Among the entries that follow, find the lines containing the string "factures" and copy them.

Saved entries
....

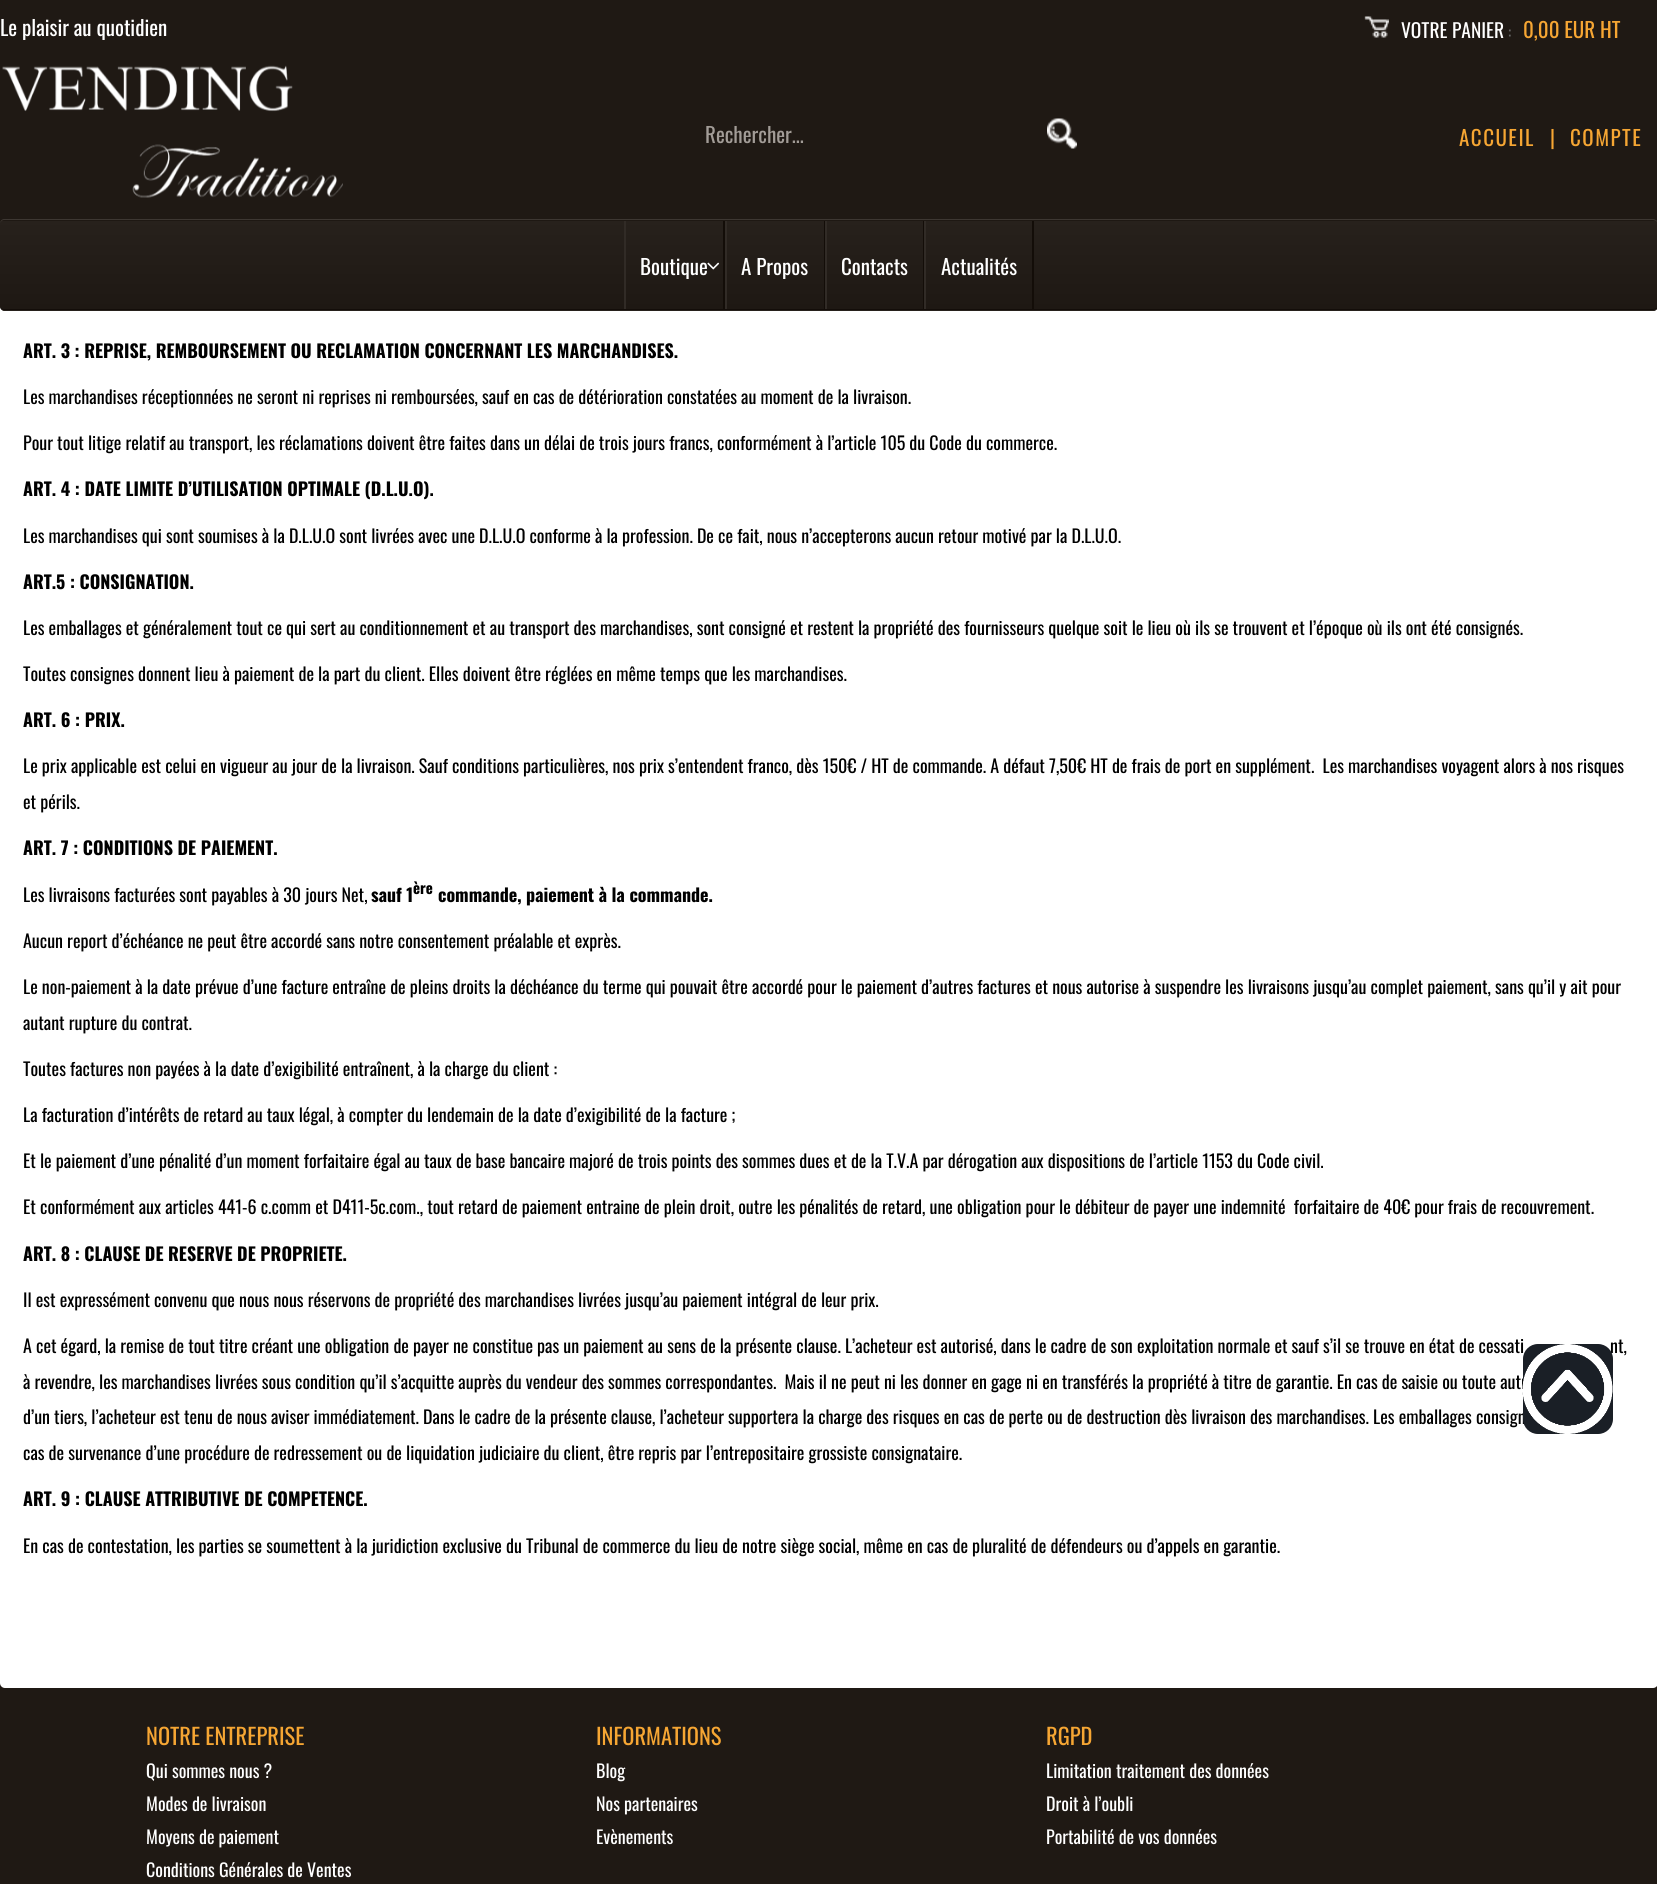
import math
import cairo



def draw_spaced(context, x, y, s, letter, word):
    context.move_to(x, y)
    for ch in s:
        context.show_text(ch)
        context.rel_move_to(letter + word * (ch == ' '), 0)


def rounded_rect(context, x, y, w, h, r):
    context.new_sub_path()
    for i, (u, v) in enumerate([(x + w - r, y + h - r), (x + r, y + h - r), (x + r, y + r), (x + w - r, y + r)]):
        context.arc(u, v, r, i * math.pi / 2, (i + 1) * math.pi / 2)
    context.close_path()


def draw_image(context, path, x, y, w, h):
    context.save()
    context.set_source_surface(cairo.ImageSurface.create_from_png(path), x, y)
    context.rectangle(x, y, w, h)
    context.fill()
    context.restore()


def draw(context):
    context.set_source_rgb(31 / 255, 25 / 255, 20 / 255)
    context.paint()
    context.set_source_rgb(1, 1, 1)
    rounded_rect(context, 0, -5, 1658, 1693, 5)
    context.fill()
    context.set_source_rgb(31 / 255, 25 / 255, 20 / 255)
    context.rectangle(0, 0, 1657, 224)
    context.fill()
    draw_image(context, "images/1.png", 1364, 16, 25, 22)
    draw_image(context, "images/2.png", 2, 65, 341, 133)
    draw_image(context, "images/3.png", 1047, 118, 30, 31)
    context.set_source_rgb(30 / 255, 24 / 255, 19 / 255)
    rounded_rect(context, 0, 219, 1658, 92, 5)
    context.fill()
    context.save()
    rounded_rect(context, 0, 219, 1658, 92, 5)
    context.clip()
    gradient = cairo.LinearGradient(829, 220, 829, 309)
    gradient.add_color_stop_rgba(0, 39 / 255, 33 / 255, 28 / 255, 1)
    gradient.add_color_stop_rgba(1, 30 / 255, 24 / 255, 19 / 255, 1)
    context.set_source(gradient)
    context.rectangle(0, 221, 1657, 88)
    context.fill()
    gradient = cairo.LinearGradient(829, 309, 829, 398)
    gradient.add_color_stop_rgba(0, 39 / 255, 33 / 255, 28 / 255, 1)
    gradient.add_color_stop_rgba(1, 30 / 255, 24 / 255, 19 / 255, 1)
    context.set_source(gradient)
    context.rectangle(0, 309, 1657, 2)
    context.fill()
    context.restore()
    context.set_source_rgb(61 / 255, 55 / 255, 50 / 255)
    context.new_path()
    context.move_to(4, 219)
    context.curve_to(2, 219, 0, 221, 0, 224)
    context.curve_to(0, 222, 2, 220, 4, 220)
    context.line_to(1653, 220)
    context.curve_to(1654, 220, 1657, 221, 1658, 223)
    context.curve_to(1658, 221, 1655, 219, 1653, 219)
    context.close_path()
    context.fill()
    context.set_source_rgb(19 / 255, 13 / 255, 9 / 255)
    context.new_path()
    context.move_to(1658, 307)
    context.curve_to(1657, 309, 1654, 310, 1653, 310)
    context.line_to(4, 310)
    context.curve_to(2, 310, 0, 308, 0, 306)
    context.curve_to(0, 308, 2, 309, 4, 309)
    context.line_to(1653, 309)
    context.curve_to(1654, 309, 1657, 308, 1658, 307)
    context.close_path()
    context.fill()
    context.set_source_rgb(19 / 255, 13 / 255, 8 / 255)
    context.rectangle(723, 221, 2, 88)
    context.fill()
    context.set_source_rgb(49 / 255, 43 / 255, 38 / 255)
    context.rectangle(624, 221, 2, 88)
    context.fill()
    context.set_source_rgb(19 / 255, 13 / 255, 8 / 255)
    context.rectangle(824, 221, 1, 88)
    context.fill()
    context.set_source_rgb(49 / 255, 43 / 255, 38 / 255)
    context.rectangle(725, 221, 2, 88)
    context.fill()
    context.set_source_rgb(19 / 255, 13 / 255, 8 / 255)
    context.rectangle(923, 221, 1, 88)
    context.fill()
    context.set_source_rgb(49 / 255, 43 / 255, 38 / 255)
    context.rectangle(825, 221, 2, 88)
    context.fill()
    context.set_source_rgb(19 / 255, 13 / 255, 8 / 255)
    context.rectangle(1032, 221, 2, 88)
    context.fill()
    context.set_source_rgb(49 / 255, 43 / 255, 38 / 255)
    context.rectangle(924, 221, 2, 88)
    context.fill()
    context.select_font_face("Oswald")
    context.set_font_size(21)
    context.set_source_rgb(1, 1, 1)
    context.move_to(0, 36)
    context.show_text("Le plaisir au quotidien")
    context.set_font_size(19.5)
    context.move_to(1401, 38)
    context.show_text("VOTRE PANIER")
    context.set_font_size(16)
    context.set_source_rgb(102 / 255, 102 / 255, 102 / 255)
    context.move_to(1508, 38)
    context.show_text(":")
    context.set_font_size(21)
    context.set_source_rgb(246 / 255, 166 / 255, 51 / 255)
    context.move_to(1523, 38)
    context.show_text("0,00 EUR HT")
    context.set_source_rgb(162 / 255, 156 / 255, 151 / 255)
    context.move_to(705, 143)
    context.show_text("Rechercher...")
    context.set_source_rgb(246 / 255, 166 / 255, 51 / 255)
    draw_spaced(context, 1459, 146, "ACCUEIL", 1.5, 0)
    context.move_to(1550, 146)
    context.show_text("|")
    draw_spaced(context, 1570, 146, "COMPTE", 1.5, 0)
    context.set_source_rgb(1, 1, 1)
    context.move_to(640, 275)
    context.show_text("Boutique")
    draw_image(context, "images/4.png", 707, 262, 13, 8)
    context.move_to(741, 275)
    context.show_text("A Propos")
    context.move_to(841, 275)
    context.show_text("Contacts")
    context.move_to(941, 275)
    context.show_text("Actualités")
    context.select_font_face("Oswald", cairo.FontSlant.NORMAL, cairo.FontWeight.BOLD)
    context.set_font_size(18)
    context.set_source_rgb(0, 0, 0)
    context.move_to(23, 358)
    context.show_text("ART. 3 : REPRISE, REMBOURSEMENT OU RECLAMATION CONCERNANT LES MARCHANDISES.")
    context.select_font_face("Oswald")
    context.move_to(23, 404)
    context.show_text("Les marchandises réceptionnées ne seront ni reprises ni remboursées, sauf en cas de détérioration constatées au moment de la livraison.")
    context.move_to(23, 450)
    context.show_text("Pour tout litige relatif au transport, les réclamations doivent être faites dans un délai de trois jours francs, conformément à l’article 105 du Code du commerce.")
    context.select_font_face("Oswald", cairo.FontSlant.NORMAL, cairo.FontWeight.BOLD)
    context.move_to(23, 496)
    context.show_text("ART. 4 : DATE LIMITE D’UTILISATION OPTIMALE (D.L.U.O).")
    context.select_font_face("Oswald")
    context.move_to(23, 543)
    context.show_text("Les marchandises qui sont soumises à la D.L.U.O sont livrées avec une D.L.U.O conforme à la profession. De ce fait, nous n’accepterons aucun retour motivé par la D.L.U.O.")
    context.select_font_face("Oswald", cairo.FontSlant.NORMAL, cairo.FontWeight.BOLD)
    context.move_to(23, 589)
    context.show_text("ART.5 : CONSIGNATION.")
    context.select_font_face("Oswald")
    context.move_to(23, 635)
    context.show_text("Les emballages et généralement tout ce qui sert au conditionnement et au transport des marchandises, sont consigné et restent la propriété des fournisseurs quelque soit le lieu où ils se trouvent et l’époque où ils ont été consignés.")
    context.move_to(23, 681)
    context.show_text("Toutes consignes donnent lieu à paiement de la part du client. Elles doivent être réglées en même temps que les marchandises.")
    context.select_font_face("Oswald", cairo.FontSlant.NORMAL, cairo.FontWeight.BOLD)
    context.move_to(23, 727)
    context.show_text("ART. 6 : PRIX.")
    context.select_font_face("Oswald")
    context.move_to(23, 773)
    context.show_text("Le prix applicable est celui en vigueur au jour de la livraison. Sauf conditions particulières, nos prix s’entendent franco, dès 150€ / HT de commande. A défaut 7,50€ HT de frais de port en supplément.  Les marchandises voyagent alors à nos risques")
    context.move_to(23, 809)
    context.show_text("et périls.")
    context.select_font_face("Oswald", cairo.FontSlant.NORMAL, cairo.FontWeight.BOLD)
    context.move_to(23, 855)
    context.show_text("ART. 7 : CONDITIONS DE PAIEMENT.")
    context.select_font_face("Oswald")
    context.move_to(23, 902)
    context.show_text("Les livraisons facturées sont payables à 30 jours Net,")
    context.select_font_face("Oswald", cairo.FontSlant.NORMAL, cairo.FontWeight.BOLD)
    context.move_to(371, 902)
    context.show_text("sauf 1")
    context.set_font_size(15)
    context.move_to(413, 894)
    context.show_text("ère")
    context.set_font_size(18)
    context.move_to(438, 902)
    context.show_text("commande, paiement à la commande.")
    context.select_font_face("Oswald")
    context.move_to(23, 948)
    context.show_text("Aucun report d’échéance ne peut être accordé sans notre consentement préalable et exprès.")
    context.move_to(23, 994)
    context.show_text("Le non-paiement à la date prévue d’une facture entraîne de pleins droits la déchéance du terme qui pouvait être accordé pour le paiement d’autres factures et nous autorise à suspendre les livraisons jusqu’au complet paiement, sans qu’il y ait pour")
    context.move_to(23, 1030)
    context.show_text("autant rupture du contrat.")
    context.move_to(23, 1076)
    context.show_text("Toutes factures non payées à la date d’exigibilité entraînent, à la charge du client :")
    context.move_to(23, 1122)
    context.show_text("La facturation d’intérêts de retard au taux légal, à compter du lendemain de la date d’exigibilité de la facture ;")
    context.move_to(23, 1168)
    context.show_text("Et le paiement d’une pénalité d’un moment forfaitaire égal au taux de base bancaire majoré de trois points des sommes dues et de la T.V.A par dérogation aux dispositions de l’article 1153 du Code civil.")
    context.move_to(23, 1214)
    context.show_text("Et conformément aux articles 441-6 c.comm et D411-5c.com., tout retard de paiement entraine de plein droit, outre les pénalités de retard, une obligation pour le débiteur de payer une indemnité  forfaitaire de 40€ pour frais de recouvrement.")
    context.select_font_face("Oswald", cairo.FontSlant.NORMAL, cairo.FontWeight.BOLD)
    context.move_to(23, 1261)
    context.show_text("ART. 8 : CLAUSE DE RESERVE DE PROPRIETE.")
    context.select_font_face("Oswald")
    context.move_to(23, 1307)
    context.show_text("Il est expressément convenu que nous nous réservons de propriété des marchandises livrées jusqu’au paiement intégral de leur prix.")
    context.move_to(23, 1353)
    context.show_text("A cet égard, la remise de tout titre créant une obligation de payer ne constitue pas un paiement au sens de la présente clause. L’acheteur est autorisé, dans le cadre de son exploitation normale et sauf s’il se trouve en état de cessati")
    context.move_to(1610, 1353)
    context.show_text("nt,")
    context.move_to(23, 1389)
    context.show_text("à revendre, les marchandises livrées sous condition qu’il s’acquitte auprès du vendeur des sommes correspondantes.  Mais il ne peut ni les donner en gage ni en transférés la propriété à titre de garantie. En cas de saisie ou toute autr")
    context.move_to(23, 1424)
    context.show_text("d’un tiers, l’acheteur est tenu de nous aviser immédiatement. Dans le cadre de la présente clause, l’acheteur supportera la charge des risques en cas de perte ou de destruction dès livraison des marchandises. Les emballages consign")
    context.move_to(23, 1460)
    context.show_text("cas de survenance d’une procédure de redressement ou de liquidation judiciaire du client, être repris par l’entrepositaire grossiste consignataire.")
    context.select_font_face("Oswald", cairo.FontSlant.NORMAL, cairo.FontWeight.BOLD)
    context.move_to(23, 1506)
    context.show_text("ART. 9 : CLAUSE ATTRIBUTIVE DE COMPETENCE.")
    context.select_font_face("Oswald")
    context.move_to(23, 1553)
    context.show_text("En cas de contestation, les parties se soumettent à la juridiction exclusive du Tribunal de commerce du lieu de notre siège social, même en cas de pluralité de défendeurs ou d’appels en garantie.")
    context.set_source_rgb(26 / 255, 31 / 255, 38 / 255)
    rounded_rect(context, 1523, 1344, 90, 90, 15)
    context.fill()
    draw_image(context, "images/5.png", 1522, 1344, 91, 90)
    context.set_font_size(22.5)
    context.set_source_rgb(246 / 255, 166 / 255, 51 / 255)
    context.move_to(146, 1745)
    context.show_text("NOTRE ENTREPRISE")
    context.set_font_size(18)
    context.set_source_rgb(1, 1, 1)
    context.move_to(146, 1778)
    context.show_text("Qui sommes nous ?")
    context.move_to(146, 1811)
    context.show_text("Modes de livraison")
    context.move_to(146, 1844)
    context.show_text("Moyens de paiement")
    context.move_to(146, 1877)
    context.show_text("Conditions Générales de Ventes")
    context.set_font_size(22.5)
    context.set_source_rgb(246 / 255, 166 / 255, 51 / 255)
    context.move_to(596, 1745)
    context.show_text("INFORMATIONS")
    context.set_font_size(18)
    context.set_source_rgb(1, 1, 1)
    context.move_to(596, 1778)
    context.show_text("Blog")
    context.move_to(596, 1811)
    context.show_text("Nos partenaires")
    context.move_to(596, 1844)
    context.show_text("Evènements")
    context.set_font_size(22.5)
    context.set_source_rgb(246 / 255, 166 / 255, 51 / 255)
    context.move_to(1046, 1745)
    context.show_text("RGPD")
    context.set_font_size(18)
    context.set_source_rgb(1, 1, 1)
    context.move_to(1046, 1778)
    context.show_text("Limitation traitement des données")
    context.move_to(1046, 1811)
    context.show_text("Droit à l’oubli")
    context.move_to(1046, 1844)
    context.show_text("Portabilité de vos données")


surface = cairo.ImageSurface(cairo.Format.RGB24, 1657, 1884)
context = cairo.Context(surface)
options = cairo.FontOptions()
options.set_hint_metrics(cairo.HintMetrics.OFF)
options.set_hint_style(cairo.HintStyle.NONE)
context.set_font_options(options)
context.set_miter_limit(4)
draw(context)
surface.write_to_png("out.png")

....

→ Answer to this problem:
    context.show_text("Le non-paiement à la date prévue d’une facture entraîne de pleins droits la déchéance du terme qui pouvait être accordé pour le paiement d’autres factures et nous autorise à suspendre les livraisons jusqu’au complet paiement, sans qu’il y ait pour")
    context.show_text("Toutes factures non payées à la date d’exigibilité entraînent, à la charge du client :")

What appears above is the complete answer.